BERLIN (dpa-AFX) – Die Verbraucherorganisation Foodwatch hat vor Verzögerungen bei einer klareren Kennzeichnung von Zucker, Fett und Salz in Fertigprodukten gewarnt. Weitere Untersuchungen, Befragungen und Evaluationen seien ebenso überflüssig wie ein neuer Vorschlag aus dem Ernährungsministerium, sagte Foodwatch-Expertin Luise Molling am Freitag der dpa. Mit dem aus Frankreich kommenden Nutri-Score liege längst ein verbraucherfreundliches Modell zur Nährwertkennzeichnung auf dem Tisch. Foodwatch kritisierte, Ministerin Julia Klöckner (CDU) führe die Öffentlichkeit in die Irre und spiele auf Zeit, um Süßwaren-Giganten vor der Nutri-Score-Ampel zu schützen.

Klöckner strebt vor einer Festlegung auf eine neue Kennzeichnung noch weitere Klärungen an, da laut einer Analyse alle bestehenden Systeme Vor- und Nachteile hätten – auch der Nutri-Score.

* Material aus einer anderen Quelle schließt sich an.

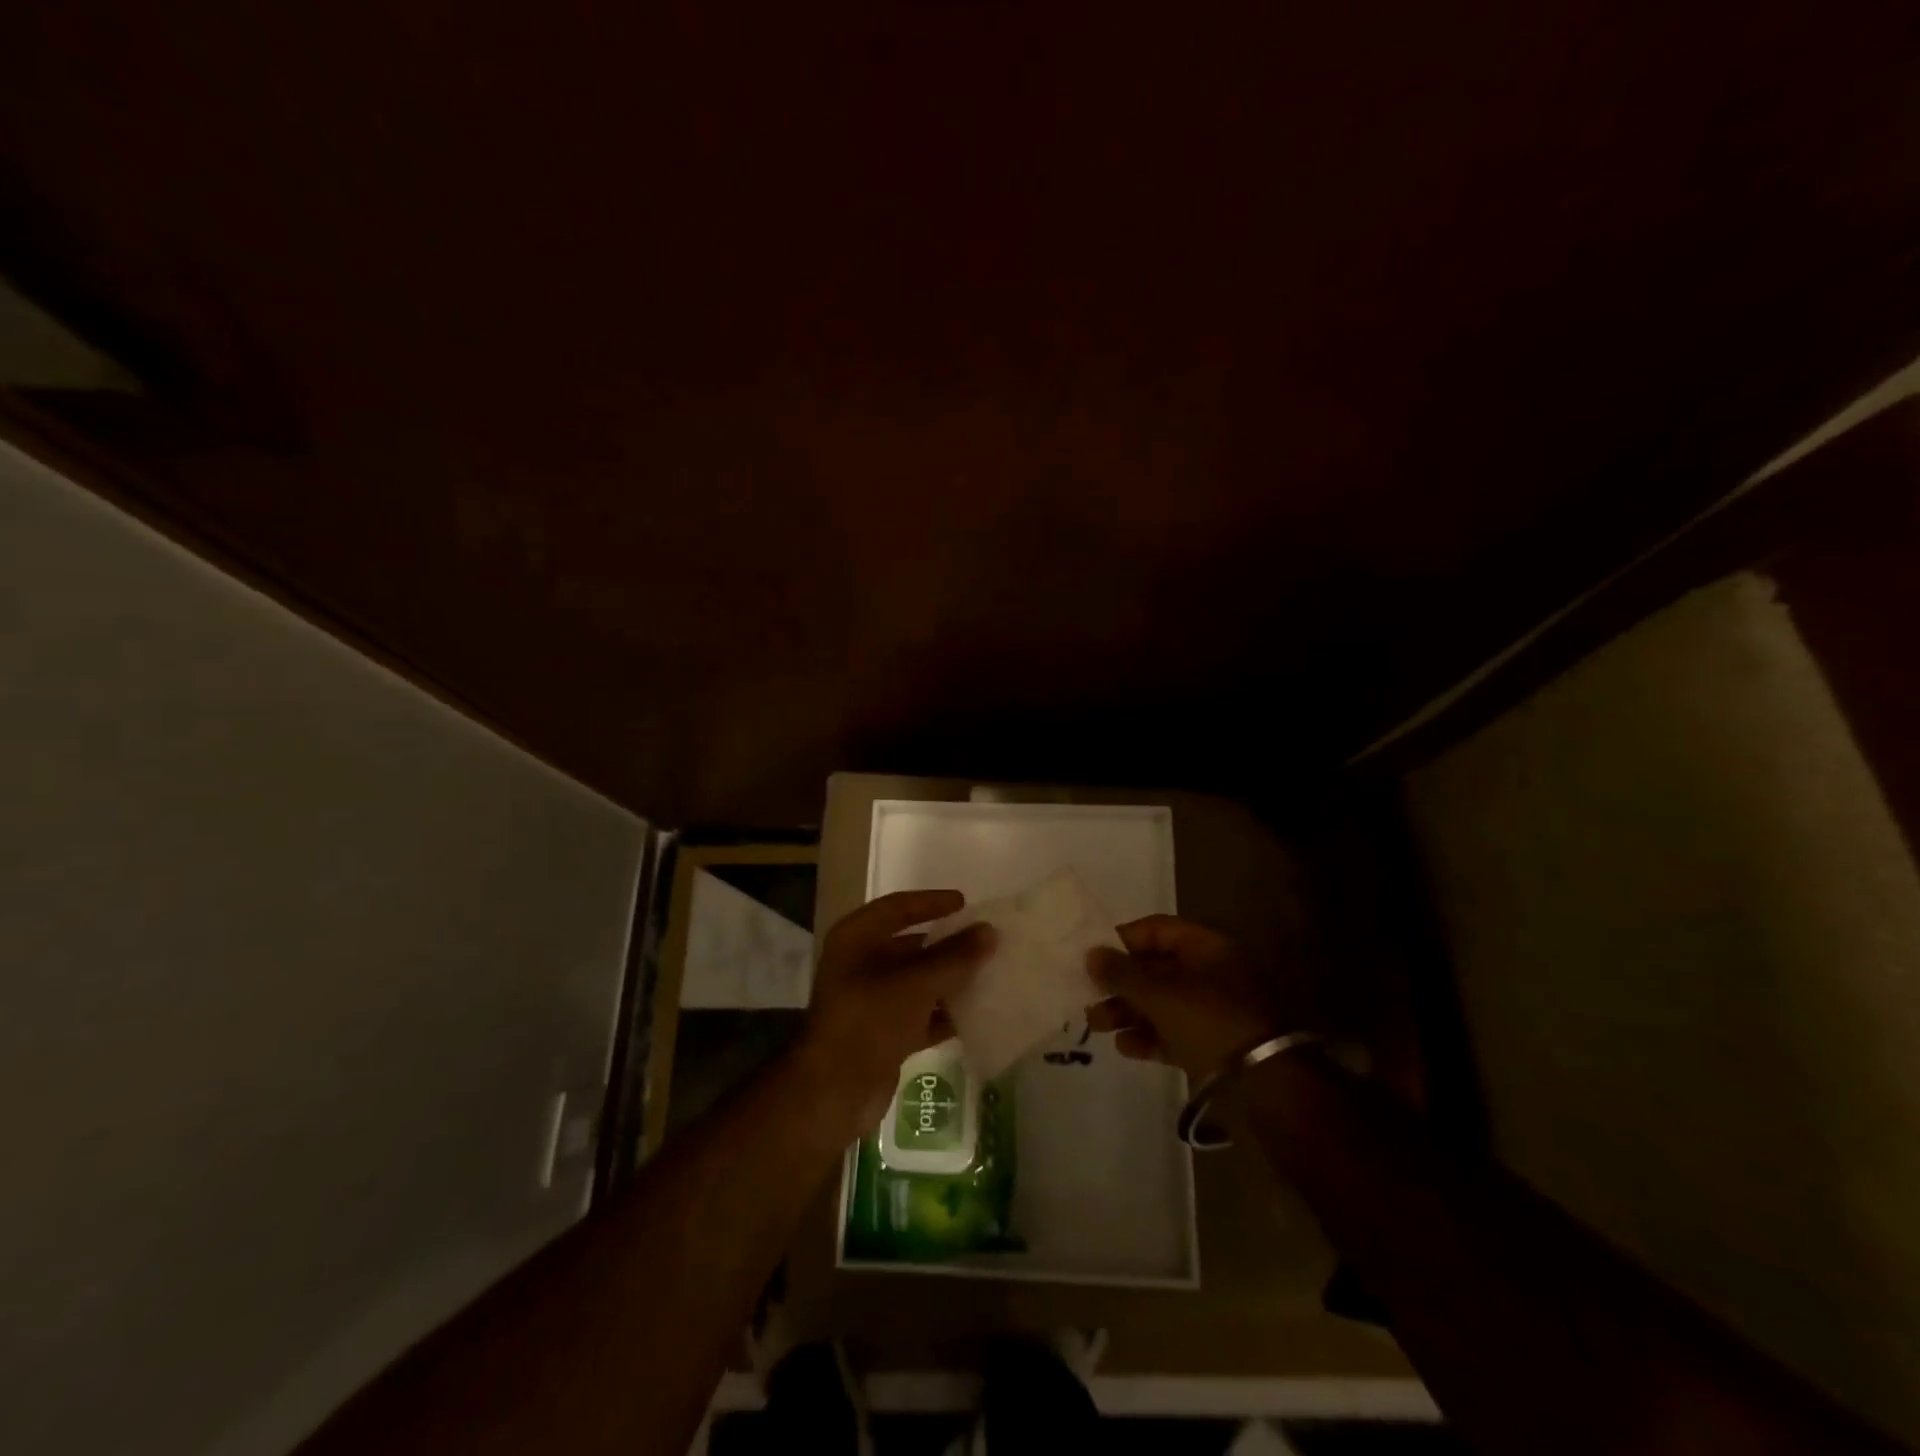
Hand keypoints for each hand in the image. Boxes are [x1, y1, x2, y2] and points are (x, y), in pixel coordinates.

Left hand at [798, 890, 995, 1126]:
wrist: (832, 1093)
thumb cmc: (868, 1021)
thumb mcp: (915, 984)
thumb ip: (955, 957)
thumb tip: (990, 931)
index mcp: (856, 939)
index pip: (898, 907)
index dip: (931, 902)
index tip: (966, 903)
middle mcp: (860, 964)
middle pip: (911, 945)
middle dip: (947, 945)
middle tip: (985, 941)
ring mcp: (871, 1000)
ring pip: (918, 981)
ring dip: (950, 980)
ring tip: (990, 973)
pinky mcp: (883, 1033)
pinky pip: (920, 1013)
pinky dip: (944, 1013)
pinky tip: (977, 1013)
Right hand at [1086, 916, 1290, 1081]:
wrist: (1262, 1085)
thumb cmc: (1208, 1021)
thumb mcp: (1159, 993)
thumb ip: (1121, 973)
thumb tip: (1091, 954)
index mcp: (1206, 948)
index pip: (1156, 930)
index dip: (1122, 940)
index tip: (1093, 957)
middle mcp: (1211, 973)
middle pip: (1155, 969)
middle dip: (1120, 984)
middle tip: (1088, 996)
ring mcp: (1213, 1011)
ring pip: (1161, 1003)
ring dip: (1127, 1012)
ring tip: (1096, 1025)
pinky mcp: (1212, 1045)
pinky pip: (1173, 1033)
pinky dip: (1148, 1037)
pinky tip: (1124, 1047)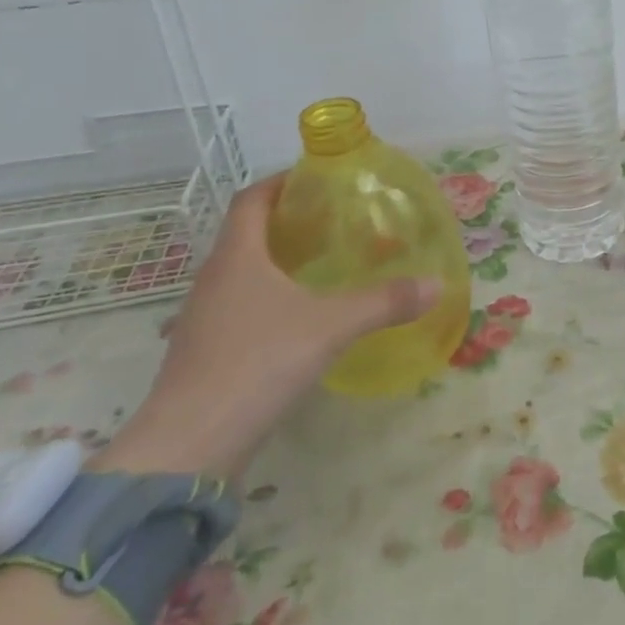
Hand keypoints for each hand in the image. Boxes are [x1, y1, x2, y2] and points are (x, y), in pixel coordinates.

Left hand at [92, 175, 440, 480]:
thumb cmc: (257, 363)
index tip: (317, 179)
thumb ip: (385, 302)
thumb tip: (436, 284)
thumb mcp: (331, 327)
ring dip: (278, 261)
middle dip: (289, 221)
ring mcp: (204, 318)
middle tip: (336, 221)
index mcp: (236, 257)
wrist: (188, 445)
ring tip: (325, 265)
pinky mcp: (206, 352)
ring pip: (243, 272)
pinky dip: (270, 297)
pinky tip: (301, 317)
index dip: (281, 182)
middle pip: (247, 234)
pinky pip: (240, 306)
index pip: (252, 199)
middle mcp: (214, 279)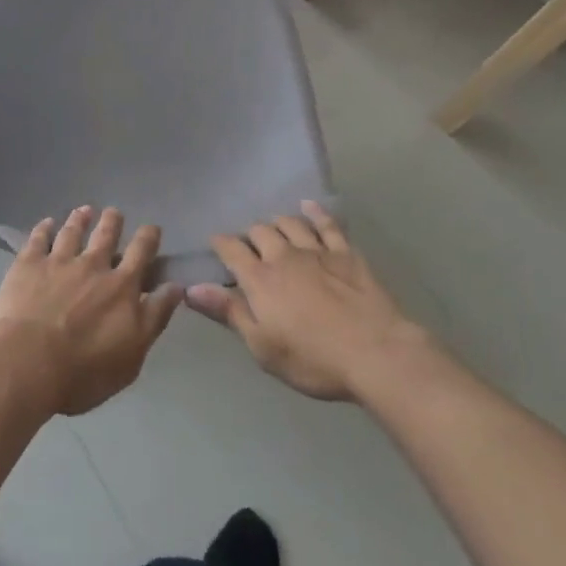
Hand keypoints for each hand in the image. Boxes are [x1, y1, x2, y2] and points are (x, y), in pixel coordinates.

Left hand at [0, 206, 183, 415]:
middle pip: (105, 234)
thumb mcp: (133, 354)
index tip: (152, 228)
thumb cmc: (85, 370)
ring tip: (84, 210)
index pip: (141, 253)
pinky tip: (46, 223)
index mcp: (121, 286)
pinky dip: (43, 228)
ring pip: (72, 231)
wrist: (29, 364)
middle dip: (112, 221)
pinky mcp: (28, 264)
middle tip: (114, 212)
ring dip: (80, 219)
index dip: (148, 237)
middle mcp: (92, 265)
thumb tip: (176, 287)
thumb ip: (154, 317)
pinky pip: (38, 239)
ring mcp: (58, 261)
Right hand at [186, 201, 429, 401]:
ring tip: (273, 227)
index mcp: (260, 279)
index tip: (215, 243)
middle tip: (248, 244)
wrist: (375, 352)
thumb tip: (191, 288)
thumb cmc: (313, 359)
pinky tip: (309, 207)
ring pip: (290, 223)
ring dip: (278, 222)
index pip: (231, 250)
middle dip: (250, 234)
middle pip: (260, 232)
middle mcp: (284, 255)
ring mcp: (316, 250)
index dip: (220, 244)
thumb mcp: (263, 346)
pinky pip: (327, 224)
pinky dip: (315, 212)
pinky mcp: (345, 252)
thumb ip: (229, 312)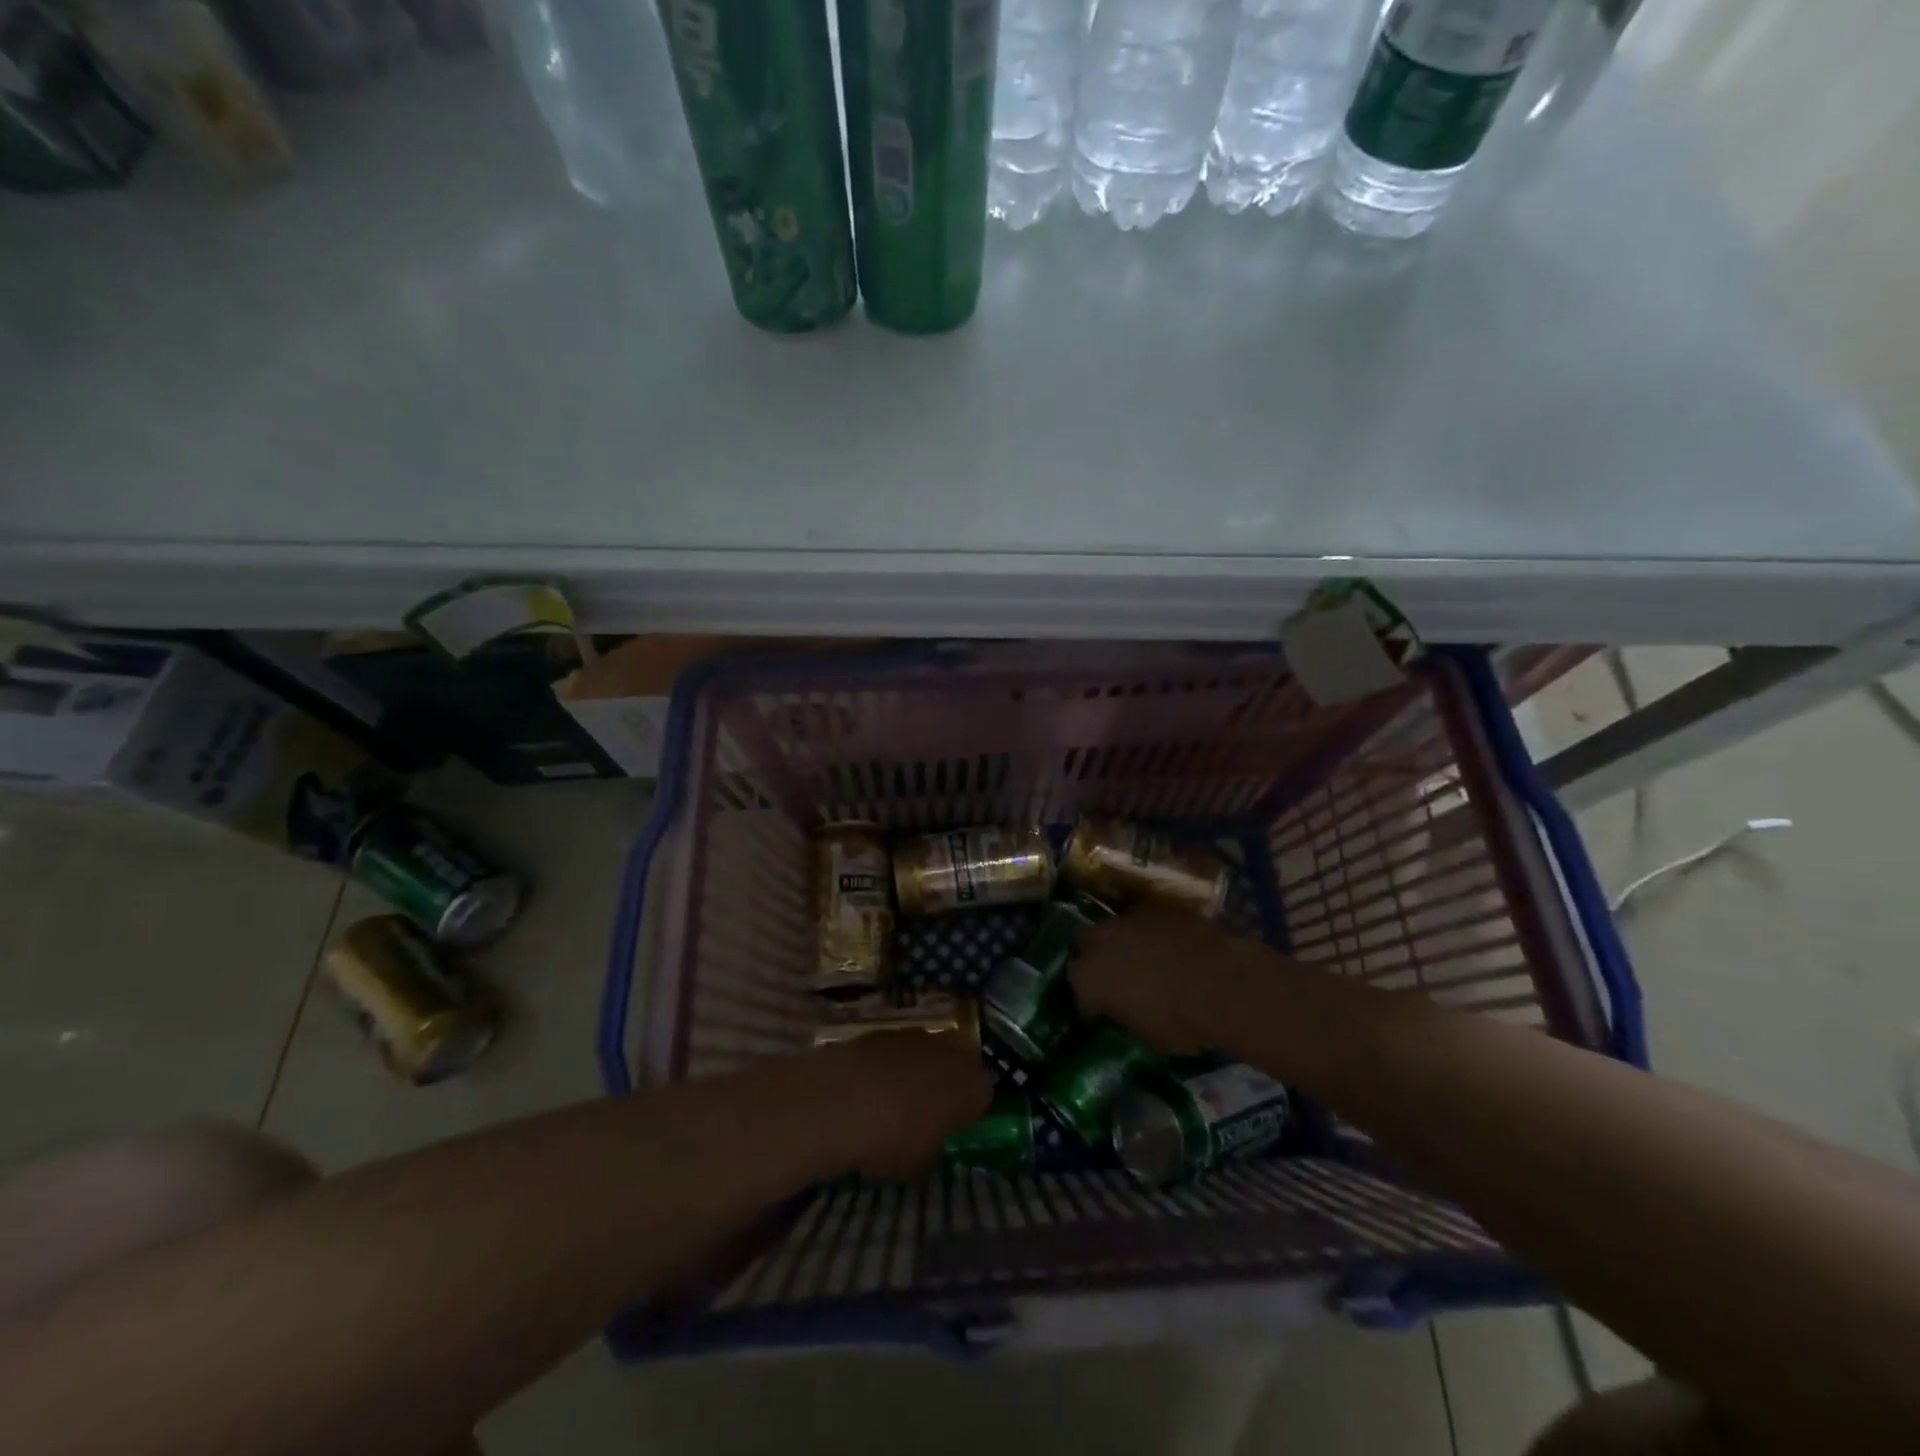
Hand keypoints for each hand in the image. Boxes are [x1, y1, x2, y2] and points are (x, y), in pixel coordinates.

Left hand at [806, 1033, 994, 1181]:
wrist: (842, 1099)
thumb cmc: (893, 1138)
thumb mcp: (918, 1164)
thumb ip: (932, 1150)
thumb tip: (929, 1149)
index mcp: (971, 1086)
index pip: (984, 1094)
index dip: (969, 1111)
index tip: (954, 1127)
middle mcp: (951, 1052)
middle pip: (957, 1066)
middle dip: (946, 1085)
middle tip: (927, 1112)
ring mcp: (917, 1036)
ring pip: (926, 1054)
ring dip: (916, 1071)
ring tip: (893, 1099)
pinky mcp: (885, 1030)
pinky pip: (896, 1050)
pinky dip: (888, 1064)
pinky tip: (869, 1086)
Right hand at [1070, 903, 1256, 1054]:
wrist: (1224, 983)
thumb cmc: (1180, 1021)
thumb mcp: (1144, 1035)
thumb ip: (1122, 1016)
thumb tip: (1121, 1011)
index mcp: (1088, 977)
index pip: (1076, 989)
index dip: (1089, 1002)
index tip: (1100, 1013)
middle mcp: (1100, 941)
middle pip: (1084, 944)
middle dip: (1094, 958)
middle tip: (1113, 977)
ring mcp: (1129, 919)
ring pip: (1114, 929)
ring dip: (1121, 943)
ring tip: (1142, 961)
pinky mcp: (1158, 908)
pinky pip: (1144, 922)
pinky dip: (1150, 935)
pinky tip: (1167, 949)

Das Ministerium plant daher eine Verbraucherbefragung und einen Praxistest. Dabei sollen Bürger befragt werden, welches System ihnen im Alltag am meisten hilft. In diese Auswahl kommen soll auch ein weiteres Modell, das das bundeseigene Max-Rubner-Forschungsinstitut entwickeln soll.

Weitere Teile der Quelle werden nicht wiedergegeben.